Work to complete: From the first entry to the last, repeat the listing exactly.
>>>
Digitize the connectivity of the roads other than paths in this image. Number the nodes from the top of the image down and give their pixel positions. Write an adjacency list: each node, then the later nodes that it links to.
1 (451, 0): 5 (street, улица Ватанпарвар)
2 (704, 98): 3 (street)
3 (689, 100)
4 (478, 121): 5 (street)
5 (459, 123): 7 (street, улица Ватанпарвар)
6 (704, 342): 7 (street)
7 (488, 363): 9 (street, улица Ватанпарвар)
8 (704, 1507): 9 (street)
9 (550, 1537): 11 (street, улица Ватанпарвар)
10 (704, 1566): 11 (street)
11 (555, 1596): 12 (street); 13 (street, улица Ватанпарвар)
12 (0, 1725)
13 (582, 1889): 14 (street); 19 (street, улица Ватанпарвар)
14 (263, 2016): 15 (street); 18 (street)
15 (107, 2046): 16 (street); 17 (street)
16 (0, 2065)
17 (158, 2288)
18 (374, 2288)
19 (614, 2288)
<<<
Result of this task:
Digitize the connectivity of the roads other than paths in this image. Number the nodes from the top of the image down and give their pixel positions. Write an adjacency list: each node, then the later nodes that it links to.
1 (451, 0): 5 (street, улица Ватанпарвар)
2 (704, 98): 3 (street)
3 (689, 100)
4 (478, 121): 5 (street)
5 (459, 123): 7 (street, улица Ватанпарвар)
6 (704, 342): 7 (street)
7 (488, 363): 9 (street, улица Ватанпарвар)
8 (704, 1507): 9 (street)
9 (550, 1537): 11 (street, улица Ватанпарвар)
10 (704, 1566): 11 (street)
11 (555, 1596): 12 (street); 13 (street, улица Ватанпарвар)
12 (0, 1725)
13 (582, 1889): 14 (street); 19 (street, улица Ватанпарвар)
14 (263, 2016): 15 (street); 18 (street)
15 (107, 2046): 16 (street); 17 (street)
16 (0, 2065)
17 (158, 2288)
18 (374, 2288)
19 (614, 2288)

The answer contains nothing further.